Its crypto stash is equally massive: around 58 million Solana tokens valued near $12.4 billion, nearly 900 million SUI tokens worth $2.9 billion, over 200,000 Bitcoin worth $2.3 billion, and hundreds of millions of XRP and Ethereum. Even after three years of legal battles and asset sales, the estate reportedly holds $1.7 billion in cash and another $345 million in stablecoins.
The SBF narrative argues that FTX’s sudden collapse was not the result of insolvency but a temporary funding shortfall caused by rapid withdrawals. The team claims the exchange was days away from restoring normal operations when its legal counsel intervened and filed for bankruptcy protection.
Mistrust Lingers Across Crypto Circles
If the SBF camp hoped the release would inspire sympathy, the opposite seems to have happened. Crypto veterans flooded social media to condemn the attempt to “rewrite history,” calling it another self-serving maneuver from a man already convicted of fraud.

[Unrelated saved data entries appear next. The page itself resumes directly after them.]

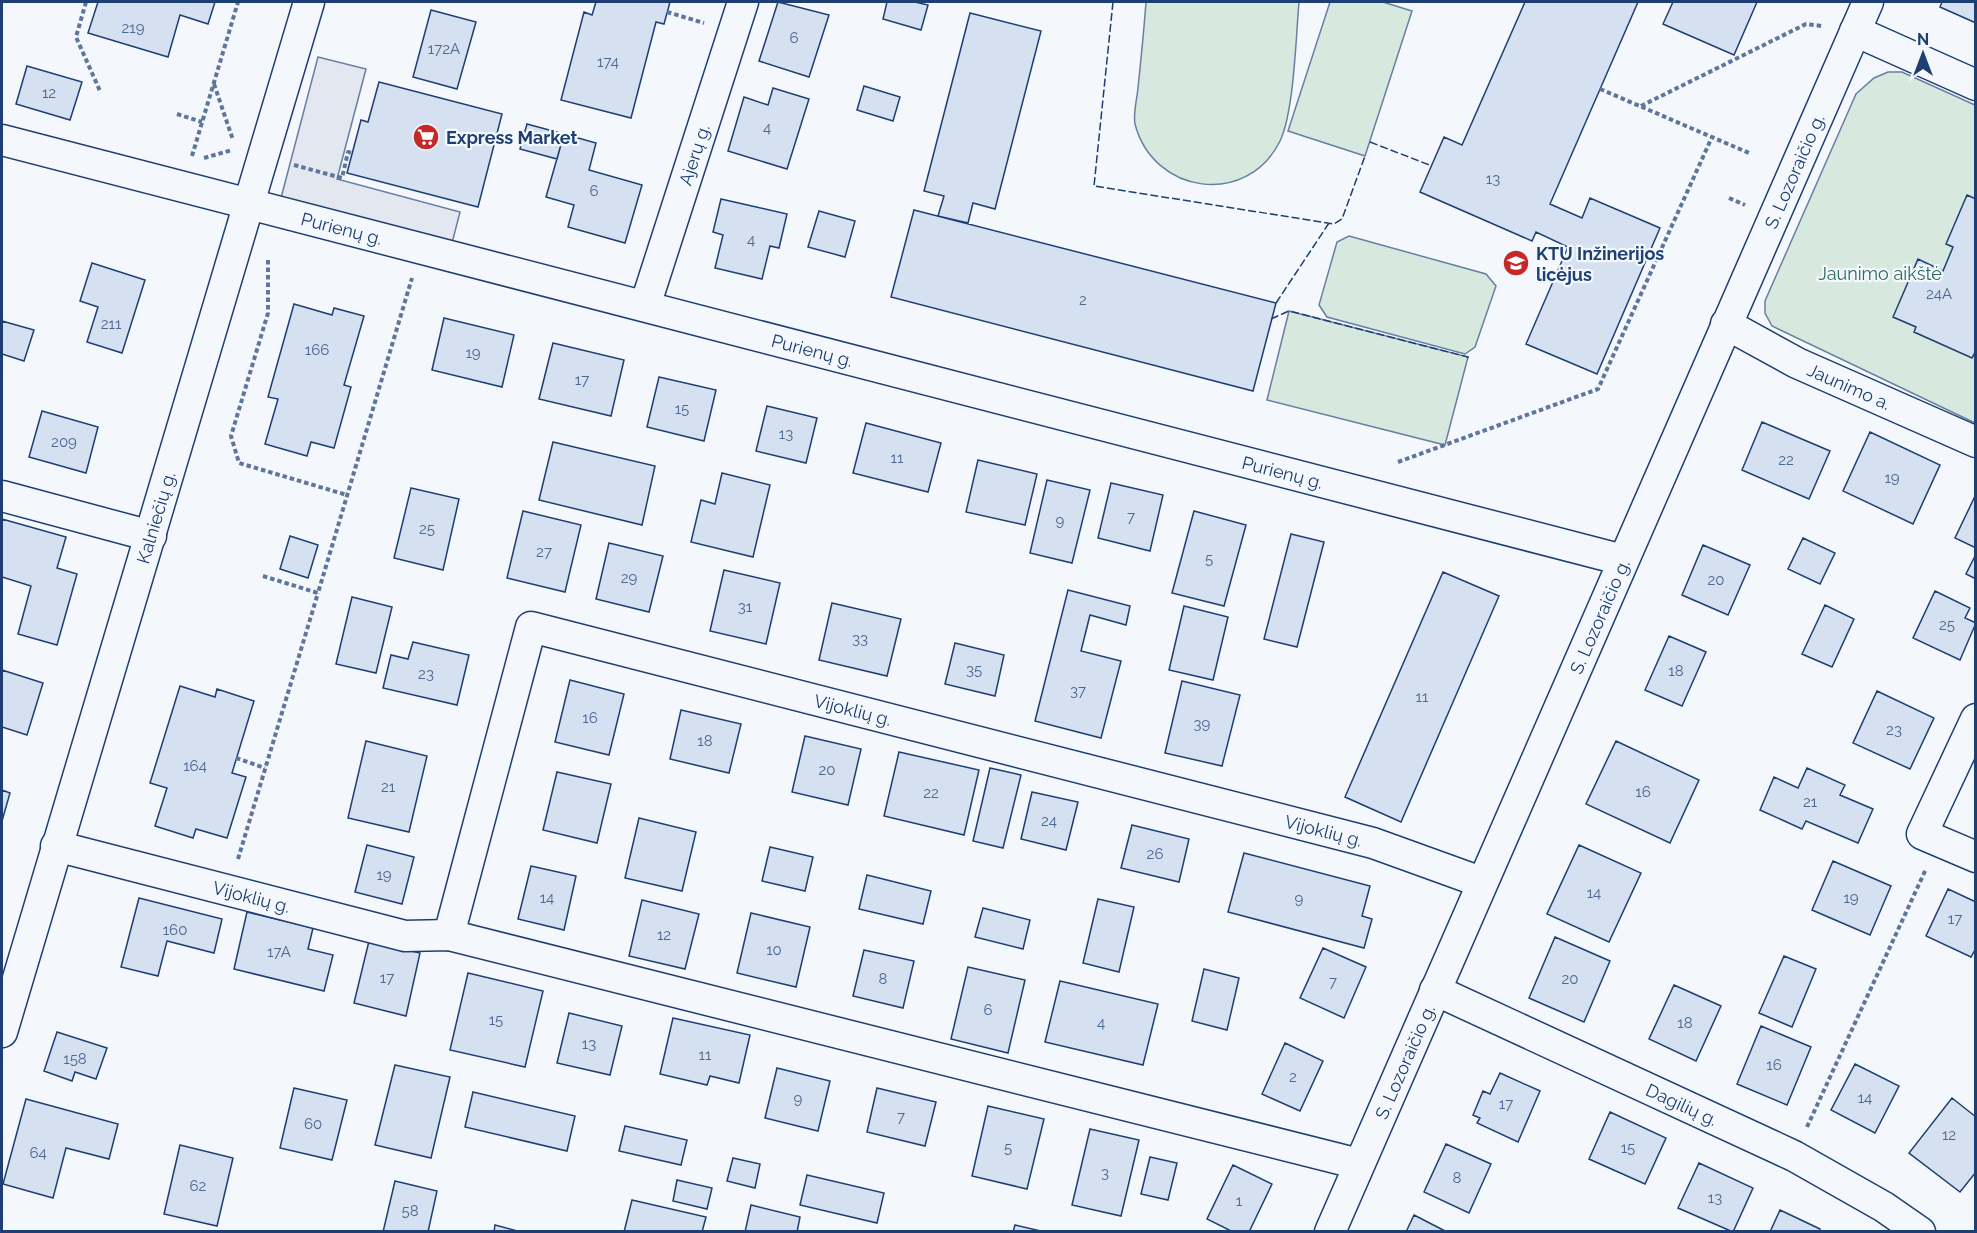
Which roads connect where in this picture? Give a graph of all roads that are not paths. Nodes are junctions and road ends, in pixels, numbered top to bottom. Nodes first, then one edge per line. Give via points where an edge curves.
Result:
1 (309, 2) edge
2 (743, 2) edge
3 (1868, 2) edge
4 (1855, 31) junction
5 (1976, 85) edge
6 (2, 140) edge
7 (248, 204) junction
8 (645, 306) junction
9 (1726, 324) junction
10 (1976, 442) edge
11 (2, 496) edge
12 (150, 536) junction
13 (1623, 560) junction
14 (1976, 719) edge
15 (56, 846) junction
16 (1976, 857) edge
17 (1482, 882) junction
18 (449, 935) junction
19 (1435, 990) junction
20 (6, 999) edge
21 (2, 1032) edge
22 (1359, 1164) junction
23 (1330, 1232) edge
24 (1920, 1232) edge

1 - 7 street, Kalniečių g.
2 - 8 street, Ajerų g.
3 - 4 street, S. Lozoraičio g.
4 - 5 street
4 - 9 street, S. Lozoraičio g.
6 - 7 street, Purienų g.
7 - 8 street, Purienų g.
7 - 12 street, Kalniečių g.
8 - 13 street, Purienų g.
9 - 10 street, Jaunimo a. via 1797,363
9 - 13 street, S. Lozoraičio g.
11 - 12 street
12 - 15 street, Kalniečių g.
13 - 17 street, S. Lozoraičio g.
14 - 16 street via 1922,834
15 - 18 street, Vijoklių g. via 405,936
15 - 20 street, Kalniečių g.
17 - 18 street, Vijoklių g. via 1373,843 531,627
17 - 19 street, S. Lozoraičio g.
18 - 22 street, Vijoklių g.
19 - 22 street, S. Lozoraičio g.
19 - 24 street, Dagilių g. via 1794,1156
20 - 21 street, Kalniečių g.
22 - 23 street, S. Lozoraičio g.

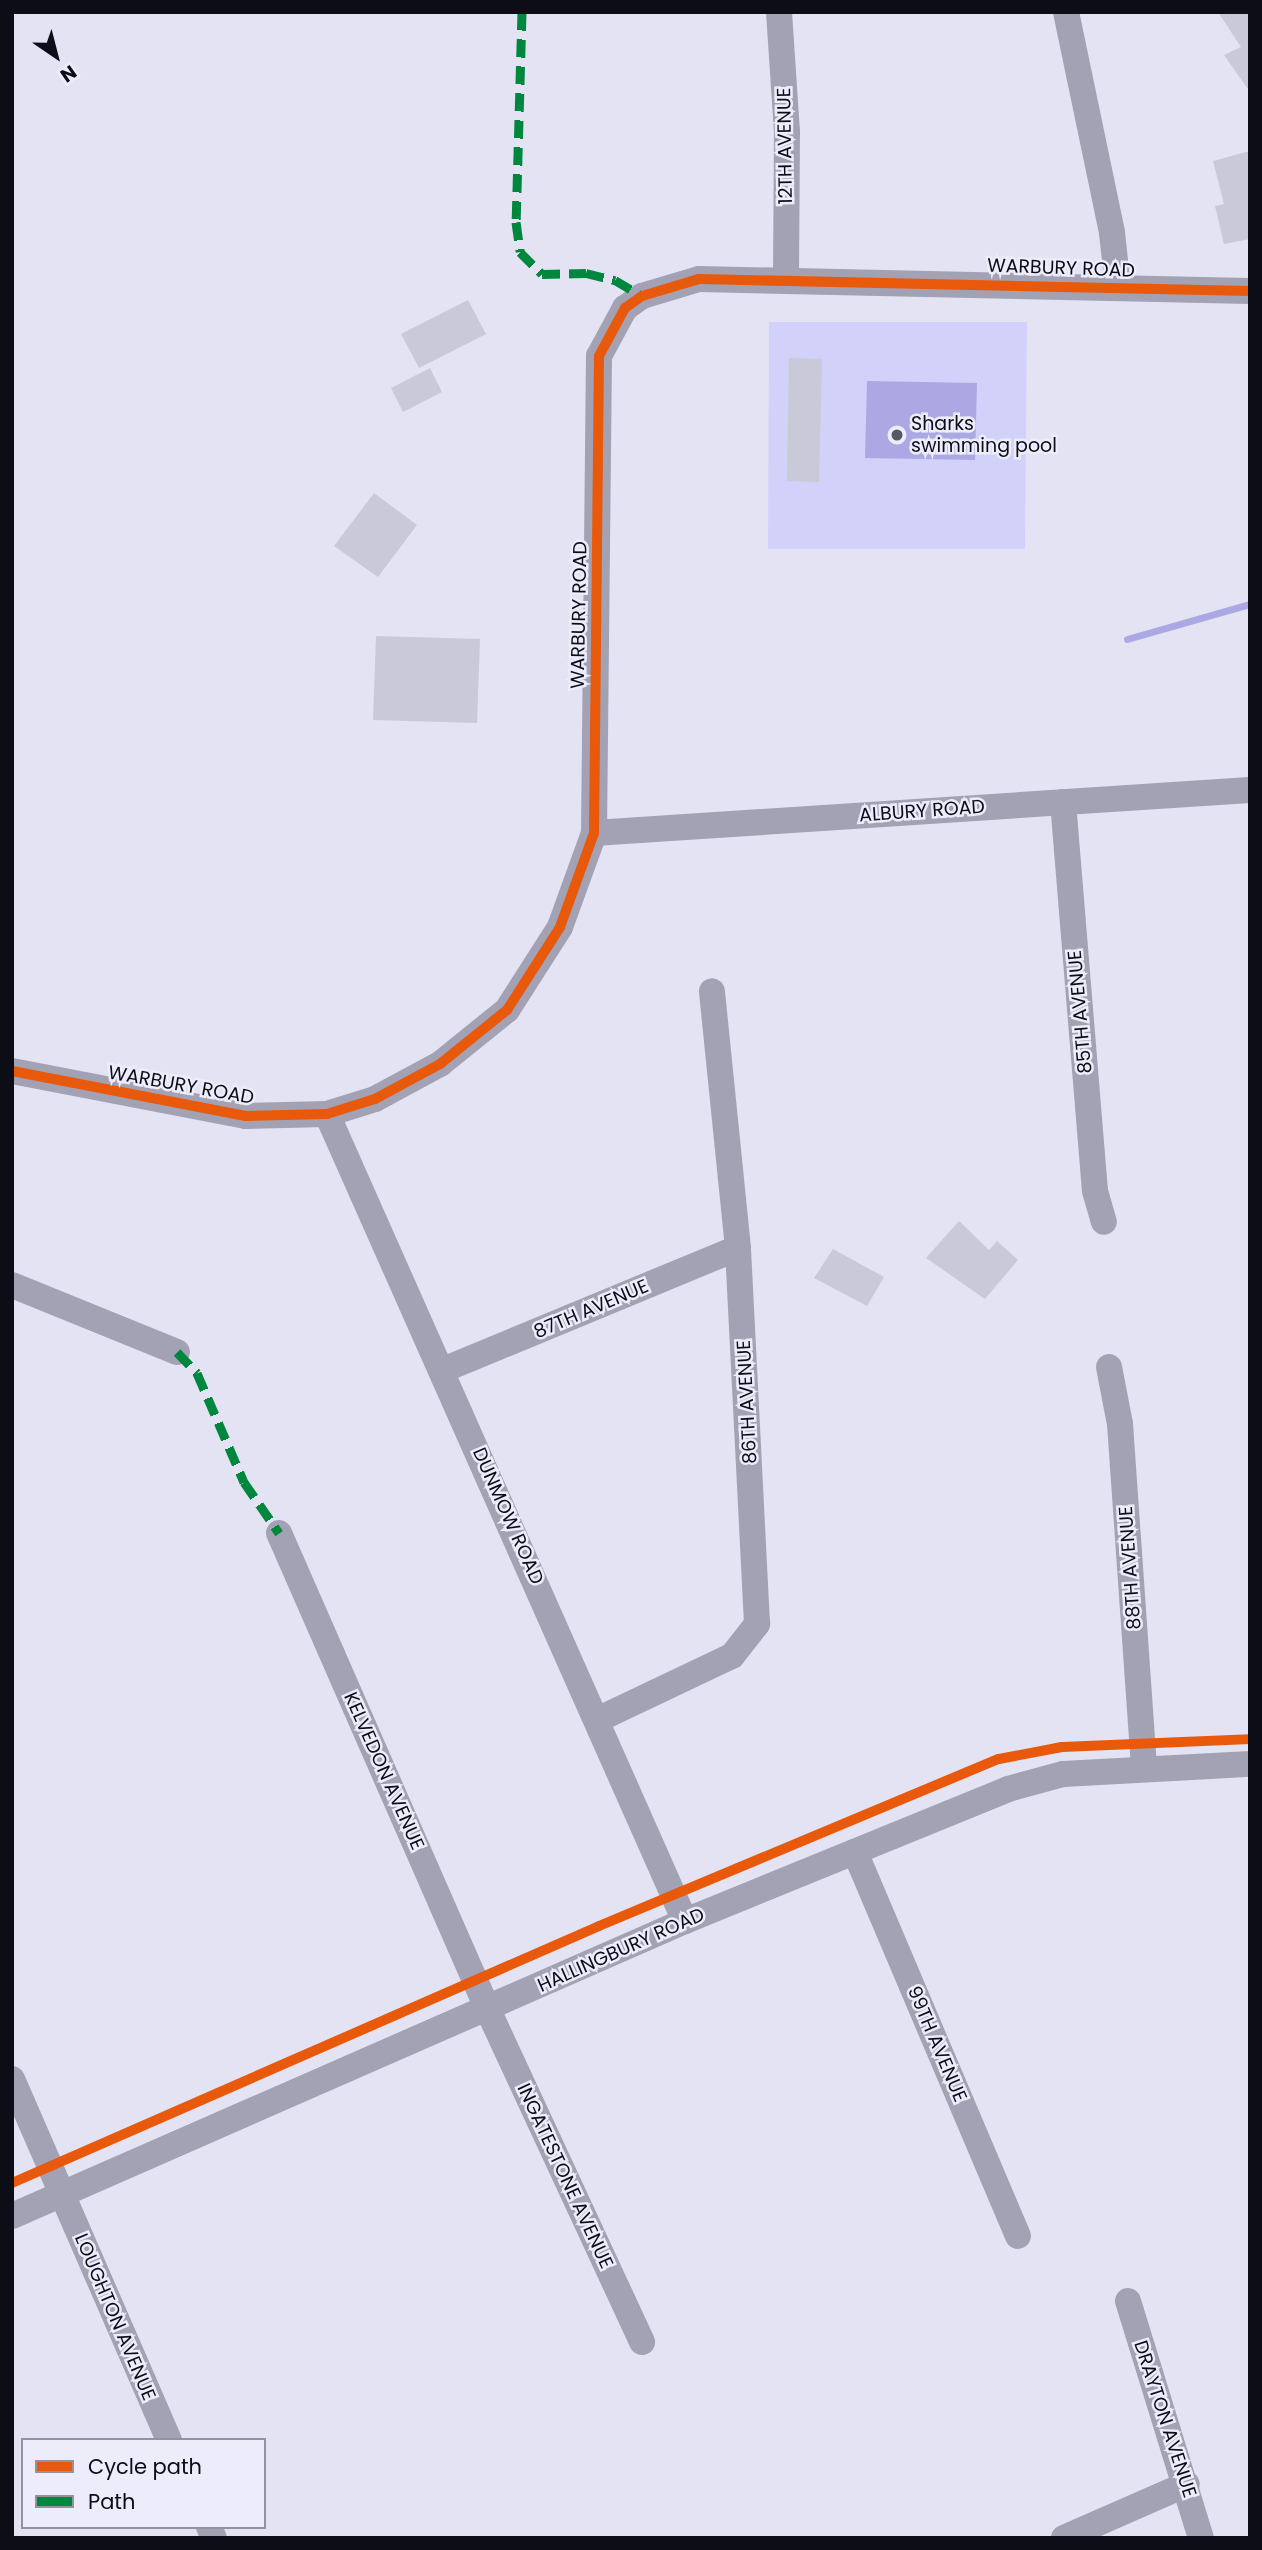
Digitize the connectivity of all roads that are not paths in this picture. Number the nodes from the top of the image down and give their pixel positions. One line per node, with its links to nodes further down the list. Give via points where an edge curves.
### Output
1 (779, 12): 3 (street, 12TH AVENUE, via 787,132)
2 (1066, 12): 4 (street, via 1112,233)
3 (786, 280): 4 (street, WARBURY ROAD); 8 (street, WARBURY ROAD, via 699,279 671,284 625,308 599,356)
4 (1118, 288): 5 (street, WARBURY ROAD)
5 (1250, 291)
6 (1250, 790): 7 (street, ALBURY ROAD)
7 (1063, 802): 8 (street, ALBURY ROAD); 12 (street, 85TH AVENUE, via 1095,1191)
8 (594, 832): 11 (street, WARBURY ROAD, via 560,927 507,1010 440,1064 374,1099)
9 (712, 991): 13 (street, 86TH AVENUE)
10 (12, 1071): 11 (street, WARBURY ROAD, via 246,1116)
11 (327, 1114): 17 (street, DUNMOW ROAD)
12 (1104, 1222)
13 (738, 1248): 17 (street, 87TH AVENUE); 19 (street, 86TH AVENUE, via 757,1625 732,1656)
14 (12, 1285): 15 (street)
15 (177, 1352)
16 (1109, 1367): 21 (street, 88TH AVENUE, via 1119,1424)
17 (443, 1370): 19 (street, DUNMOW ROAD)
18 (279, 1533): 24 (street, KELVEDON AVENUE)
19 (597, 1720): 23 (street, DUNMOW ROAD)
20 (1250, 1764): 21 (street, HALLINGBURY ROAD)
21 (1144, 1769): 22 (street, HALLINGBURY ROAD, via 1033,1780)
22 (855, 1852): 23 (street, HALLINGBURY ROAD); 28 (street, 99TH AVENUE)
23 (685, 1921): 24 (street, HALLINGBURY ROAD)
24 (488, 2010): 26 (street, HALLINGBURY ROAD); 30 (street, INGATESTONE AVENUE)
25 (12, 2079): 26 (street, LOUGHTON AVENUE)
26 (62, 2194): 27 (street, HALLINGBURY ROAD); 31 (street, LOUGHTON AVENUE)
27 (12, 2216)
28 (1018, 2236)
29 (1128, 2301): 32 (street, DRAYTON AVENUE)
30 (642, 2342)
31 (168, 2438)
32 (1187, 2484): 33 (street); 34 (street, DRAYTON AVENUE)
33 (1064, 2538)
34 (1201, 2538)

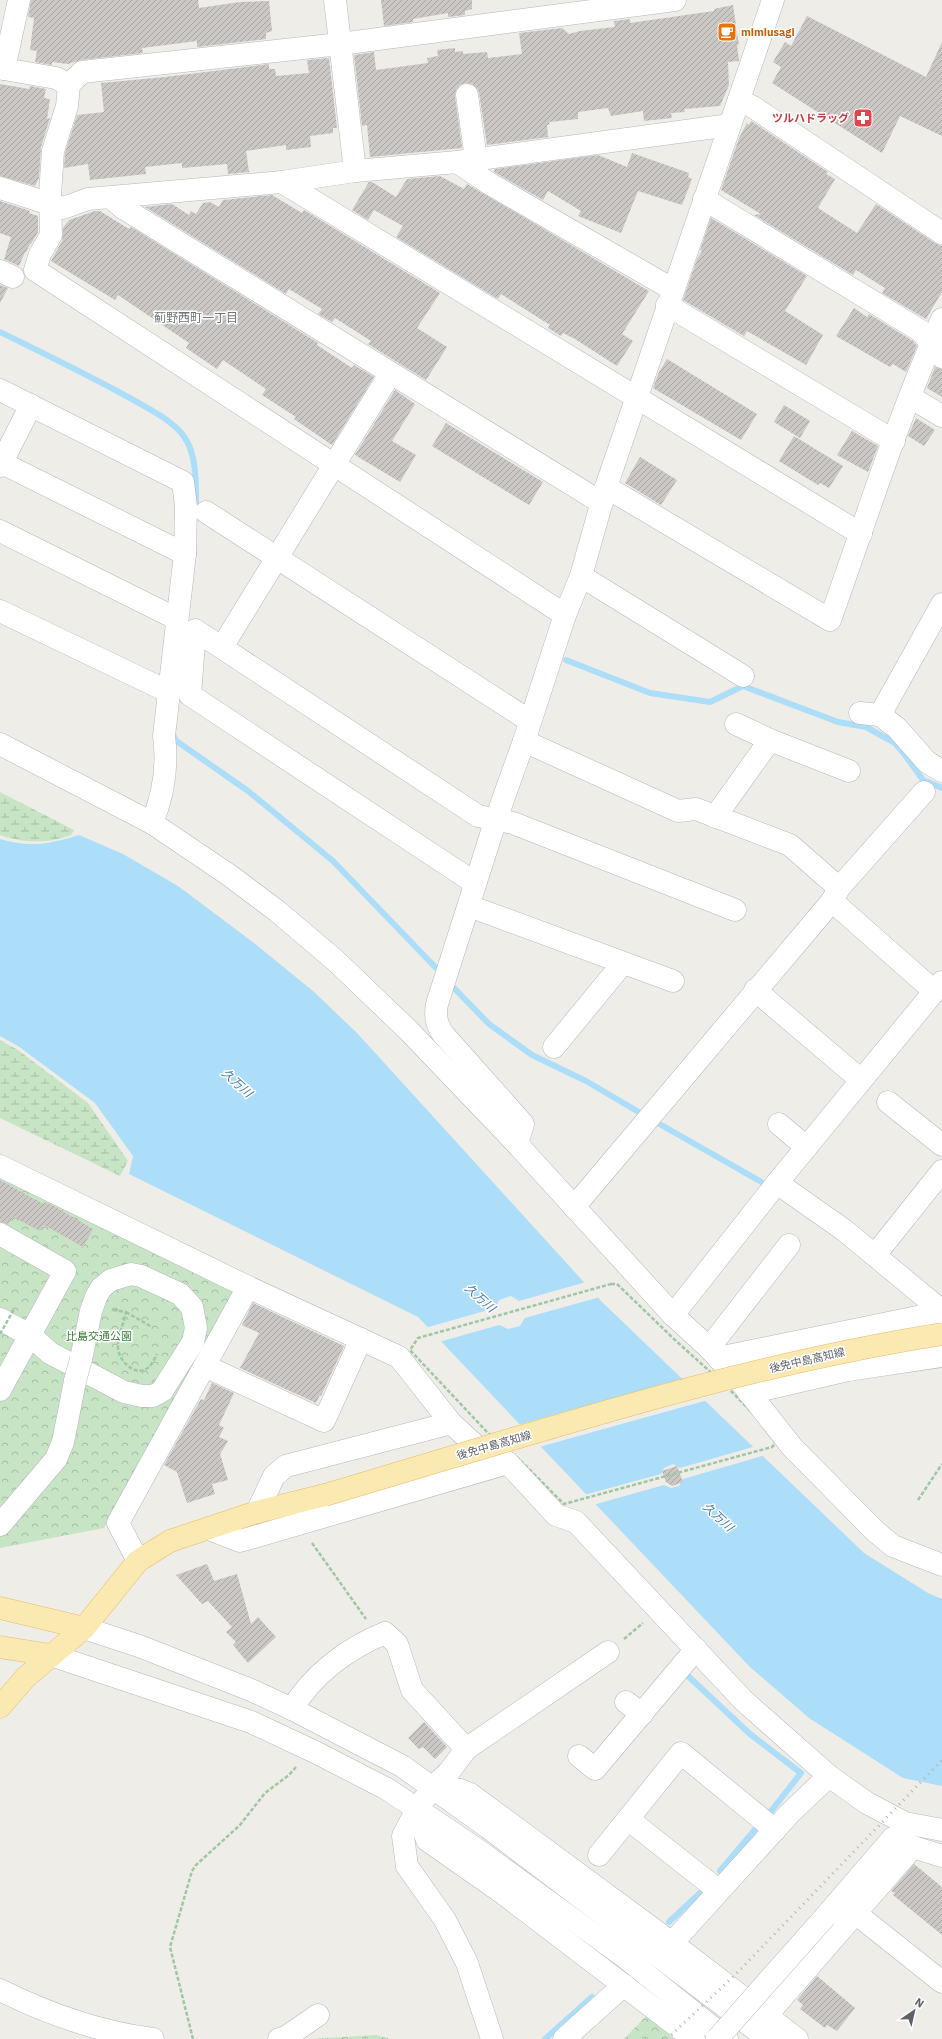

The renewed discussion has also taken a political turn. Some supporters of Donald Trump — who recently pardoned Binance founder Changpeng Zhao — speculated whether Bankman-Fried might receive similar treatment. The connection drew more scrutiny when users highlighted that the same firm, Sullivan & Cromwell LLP, was involved in both FTX’s bankruptcy proceedings and Trump’s court cases earlier this year.
Yet, among most crypto users, the sentiment is clear: no amount of accounting revisions will erase the damage done. FTX may appear solvent on paper today, but its implosion still stands as one of the most devastating collapses in crypto history — and for many, no spreadsheet will change that.